Return each entry word for word and skip its pictures.

================================

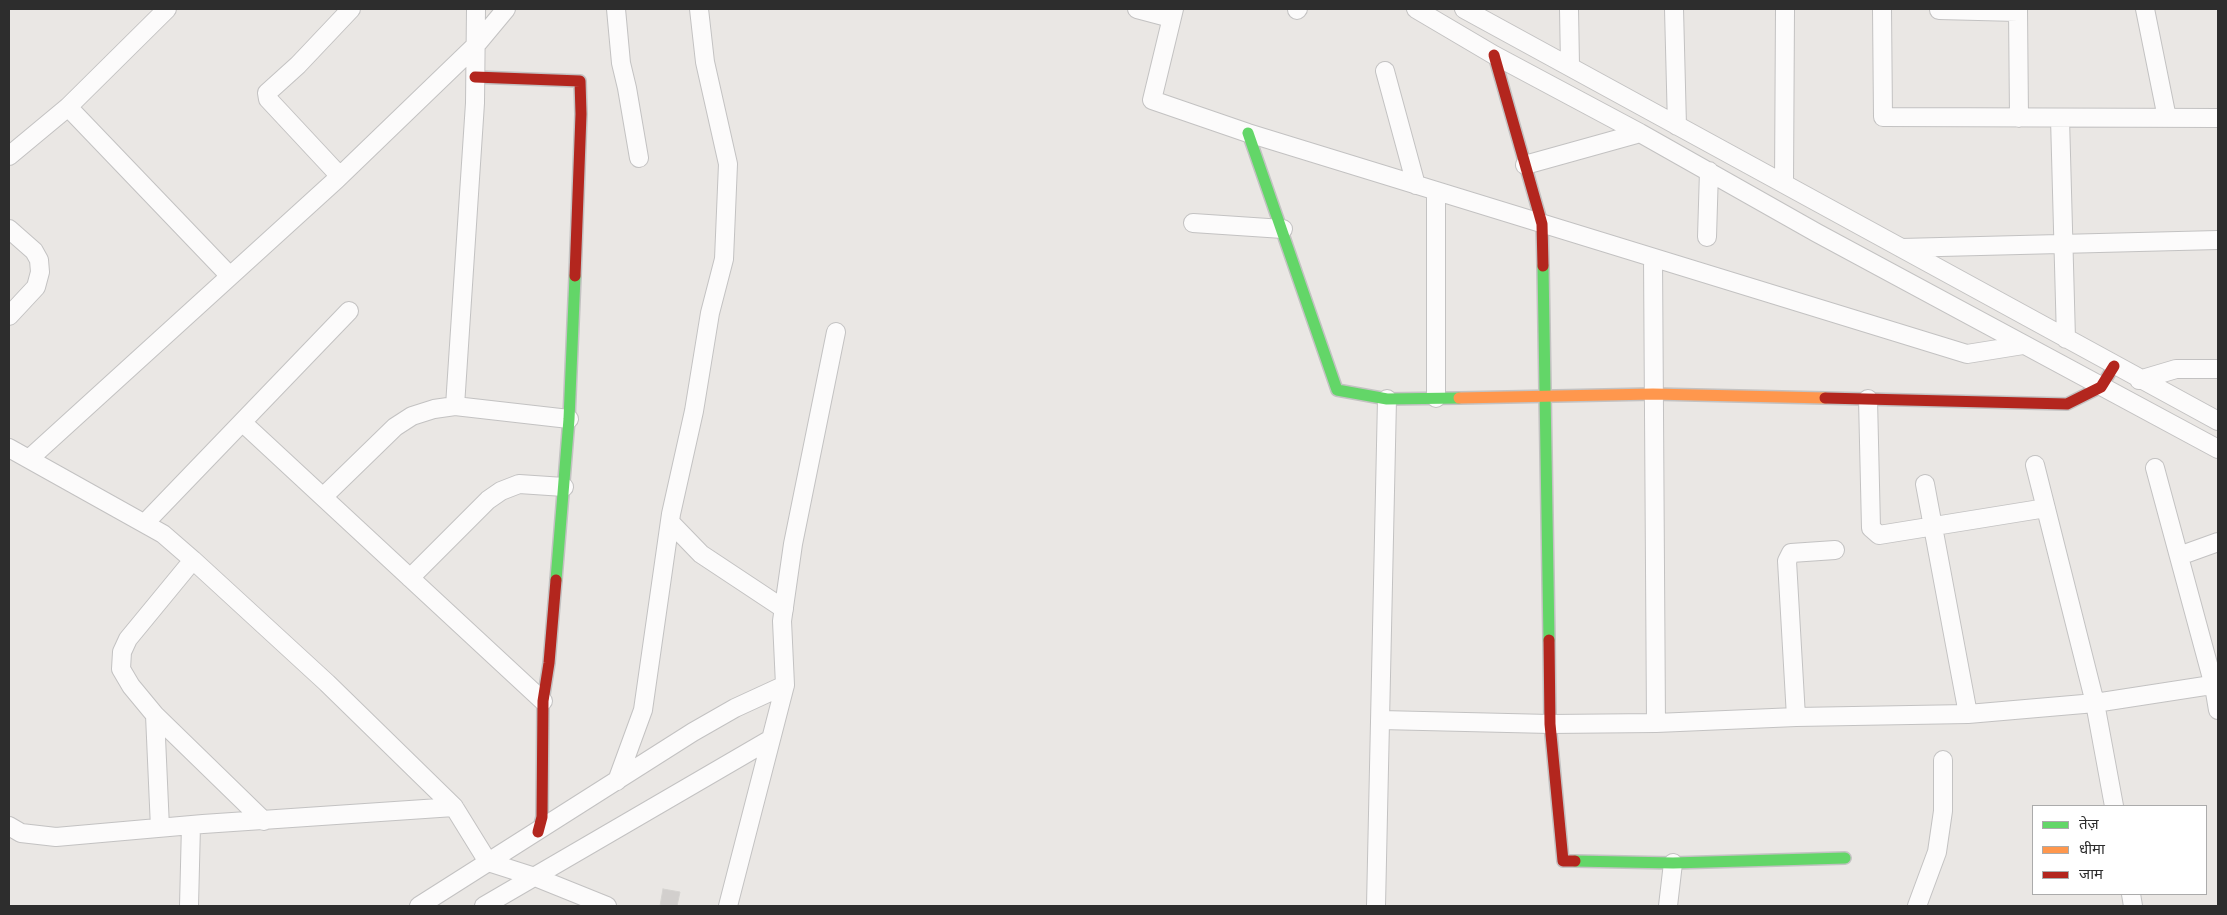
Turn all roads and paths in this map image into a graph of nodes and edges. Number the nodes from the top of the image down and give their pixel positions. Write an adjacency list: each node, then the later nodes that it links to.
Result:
1 (167, 9): 23 (street)
2 (351, 9): 35 (street)
3 (476, 9): 18 (street)
4 (506, 9): 18 (street)
5 (616, 9): 32 (street)
6 (699, 9): 76 (street)
7 (1137, 9): 17 (street)
8 (1416, 9): 19 (street)
9 (1464, 9): 20 (street)
10 (1569, 9): 20 (street)
11 (1674, 9): 28 (street)
12 (1785, 9): 36 (street)
13 (1882, 9): 24 (street)
14 (2145, 9): 26 (street)
15 (1939, 10): 16 (street)
16 (2018, 11): 24 (street)
17 (1172, 14): 30 (street)
18 (476, 45): 22 (street); 35 (street)
19 (1494, 55): 29 (street); 33 (street)
20 (1570, 66): 28 (street)
21 (1385, 71): 37 (street)
22 (475, 77): 63 (street); 64 (street)
23 (68, 107): 31 (street); 48 (street)
24 (2019, 118): 25 (street)
25 (2060, 118): 26 (street); 45 (street)
26 (2167, 118): 27 (street)
27 (2218, 118)
28 (1677, 126): 36 (street)
29 (1640, 132): 33 (street); 34 (street)
30 (1248, 133): 37 (street); 42 (street)
31 (9, 156)
32 (639, 158)
33 (1525, 164): 40 (street)
34 (1710, 171): 43 (street); 53 (street)
35 (337, 179): 48 (street)
36 (1784, 184): 46 (street)
37 (1416, 185): 38 (street)
38 (1436, 191): 40 (street); 61 (street)
39 (1193, 223): 42 (street)
40 (1542, 224): 47 (street); 59 (street)
41 (9, 229): 50 (street)
42 (1283, 229): 60 (street)
43 (1707, 237)
44 (2218, 240): 45 (street)
45 (2065, 244): 46 (street); 52 (street)
46 (1901, 248): 52 (street)
47 (1653, 258): 53 (street); 58 (street)
48 (229, 275): 69 (street)
49 (349, 311): 66 (street)
50 (9, 316)
51 (836, 332): 84 (street)
52 (2066, 339): 54 (street)
53 (2023, 345): 57 (street)
54 (2114, 366): 56 (street); 57 (street)
55 (2218, 369): 56 (street)
56 (2139, 380): 65 (street)
57 (2101, 387): 62 (street); 68 (street)
58 (1653, 394): 59 (street); 62 (street); 94 (street)
59 (1546, 396): 61 (street); 95 (street)
60 (1386, 398): 61 (street); 93 (street)
61 (1436, 398)
62 (1868, 399): 78 (street)
63 (455, 406): 64 (street); 74 (street)
64 (569, 419): 73 (street)
65 (2218, 421)
66 (242, 422): 74 (street); 77 (street)
67 (9, 448): 69 (street)
68 (2218, 449)
69 (29, 459): 77 (street)
70 (2035, 465): 75 (street)
71 (2155, 468): 81 (street)
72 (1924, 484): 78 (street)
73 (564, 487): 83 (street); 87 (street)
74 (323, 497): 83 (street)
75 (2046, 508): 78 (street); 88 (street)
76 (670, 522): 84 (street); 98 (street)
77 (144, 523): 82 (street)
78 (1932, 526): 90 (street)
79 (2218, 542): 81 (street)
80 (1836, 550): 92 (street)
81 (2179, 556): 86 (street)
82 (193, 560): 91 (street); 100 (street)
83 (410, 578): 87 (street)
84 (784, 609): 85 (street)
85 (785, 685): 96 (street); 98 (street)
86 (2216, 685): 88 (street); 89 (street)
87 (543, 701): 105 (street)
88 (2094, 703): 90 (street); 99 (street)
89 (2218, 710)
90 (1968, 714): 92 (street)
91 (155, 715): 101 (street); 103 (street)
92 (1796, 717): 94 (street)
93 (1381, 720): 95 (street); 115 (street)
94 (1656, 723): 95 (street)
95 (1550, 724): 108 (street)
96 (771, 739): 109 (street); 114 (street)
97 (1943, 760): 117 (street)
98 (617, 782): 105 (street)
99 (2114, 805)
100 (454, 807): 101 (street); 107 (street)
101 (264, 821): 102 (street)
102 (191, 825): 103 (street); 110 (street)
103 (160, 828): 104 (street)
104 (13, 831)
105 (538, 832): 107 (street)
106 (1845, 858): 108 (street)
107 (488, 862): 109 (street); 111 (street)
108 (1673, 863): 116 (street)
109 (535, 877): 112 (street); 113 (street)
110 (189, 906)
111 (419, 906)
112 (484, 906)
113 (607, 906)
114 (728, 906)
115 (1376, 906)
116 (1668, 906)
117 (1917, 906)

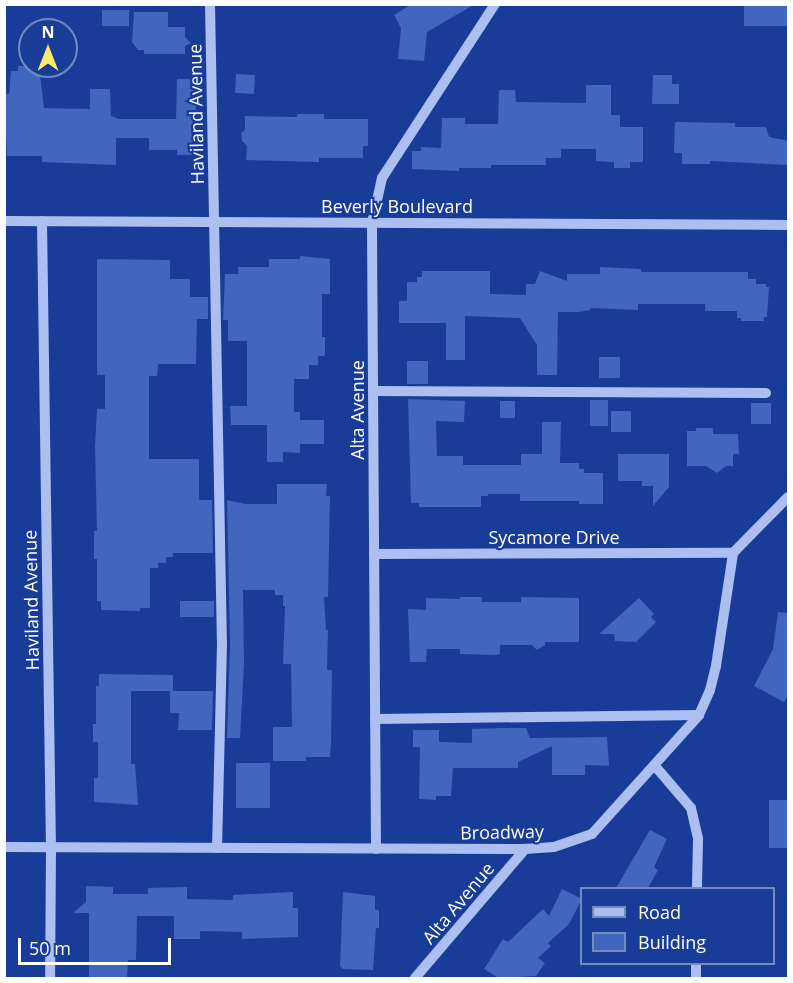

================================

● **Solution to the problem**:
Turn all roads and paths in this map image into a graph of nodes and edges. Number the nodes from the top of the image down and give their pixel positions. Write an adjacency list: each node, then the later nodes that it links to.
Result:
1 (167, 9): 23 (street)
2 (351, 9): 35 (street)
3 (476, 9): 18 (street)
4 (506, 9): 18 (street)
5 (616, 9): 32 (street)
6 (699, 9): 76 (street)
7 (1137, 9): 17 (street)
8 (1416, 9): 19 (street)
9 (1464, 9): 20 (street)
10 (1569, 9): 20 (street)
11 (1674, 9): 28 (street)
12 (1785, 9): 36 (street)
13 (1882, 9): 24 (street)
14 (2145, 9): 26 (street)
15 (1939, 10): 16 (street)
16 (2018, 11): 24 (street)
17 (1172, 14): 30 (street)
18 (476, 45): 22 (street); 35 (street)
19 (1494, 55): 29 (street); 33 (street)
20 (1570, 66): 28 (street)
21 (1385, 71): 37 (street)
22 (475, 77): 63 (street); 64 (street)
23 (68, 107): 31 (street); 48 (street)
24 (2019, 118): 25 (street)
25 (2060, 118): 26 (street); 45 (street)
26 (2167, 118): 27 (street)
27 (2218, 118)
28 (1677, 126): 36 (street)
29 (1640, 132): 33 (street); 34 (street)
30 (1248, 133): 37 (street); 42 (street)
31 (9, 156)
32 (639, 158)
33 (1525, 164): 40 (street)
34 (1710, 171): 43 (street); 53 (street)
35 (337, 179): 48 (street)
36 (1784, 184): 46 (street)
37 (1416, 185): 38 (street)
38 (1436, 191): 40 (street); 61 (street)
39 (1193, 223): 42 (street)
40 (1542, 224): 47 (street); 59 (street)
41 (9, 229): 50 (street)
42 (1283, 229): 60 (street)
43 (1707, 237)
44 (2218, 240): 45 (street)
45 (2065, 244): 46 (street); 52 (street)
46 (1901, 248): 52 (street)
47 (1653, 258): 53 (street); 58 (street)
48 (229, 275): 69 (street)
49 (349, 311): 66 (street)
50 (9, 316)
51 (836, 332): 84 (street)
52 (2066, 339): 54 (street)
53 (2023, 345): 57 (street)
54 (2114, 366): 56 (street); 57 (street)
55 (2218, 369): 56 (street)
56 (2139, 380): 65 (street)
57 (2101, 387): 62 (street); 68 (street)
58 (1653, 394): 59 (street); 62 (street); 94 (street)
59 (1546, 396): 61 (street); 95 (street)
60 (1386, 398): 61 (street); 93 (street)
61 (1436, 398)
62 (1868, 399): 78 (street)
63 (455, 406): 64 (street); 74 (street)
64 (569, 419): 73 (street)
65 (2218, 421)
66 (242, 422): 74 (street); 77 (street)
67 (9, 448): 69 (street)
68 (2218, 449)
69 (29, 459): 77 (street)
70 (2035, 465): 75 (street)
71 (2155, 468): 81 (street)
72 (1924, 484): 78 (street)
73 (564, 487): 83 (street); 87 (street)
74 (323, 497): 83 (street)
75 (2046, 508): 78 (street); 88 (street)
76 (670, 522): 84 (street); 98 (street)
77 (144, 523): 82 (street)
78 (1932, 526): 90 (street)
79 (2218, 542): 81 (street)
80 (1836, 550): 92 (street)
81 (2179, 556): 86 (street)
82 (193, 560): 91 (street); 100 (street)
83 (410, 578): 87 (street)
84 (784, 609): 85 (street)
85 (785, 685): 96 (street); 98 (street)
86 (2216, 685): 88 (street); 89 (street)
87 (543, 701): 105 (street)
88 (2094, 703): 90 (street); 99 (street)
89 (2218, 710)
90 (1968, 714): 92 (street)
91 (155, 715): 101 (street); 103 (street)
92 (1796, 717): 94 (street)
93 (1381, 720): 95 (street); 115 (street)
94 (1656, 723): 95 (street)
95 (1550, 724): 108 (street)
96 (771, 739): 109 (street); 114 (street)
97 (1943, 760): 117 (street)
98 (617, 782): 105 (street)
99 (2114, 805)
100 (454, 807): 101 (street); 107 (street)
101 (264, 821): 102 (street)
102 (191, 825): 103 (street); 110 (street)
103 (160, 828): 104 (street)
104 (13, 831)
105 (538, 832): 107 (street)
106 (1845, 858): 108 (street)
107 (488, 862): 109 (street); 111 (street)
108 (1673, 863): 116 (street)
109 (535, 877): 112 (street); 113 (street)
110 (189, 906)
111 (419, 906)
112 (484, 906)
113 (607, 906)
114 (728, 906)
115 (1376, 906)
116 (1668, 906)
117 (1917, 906)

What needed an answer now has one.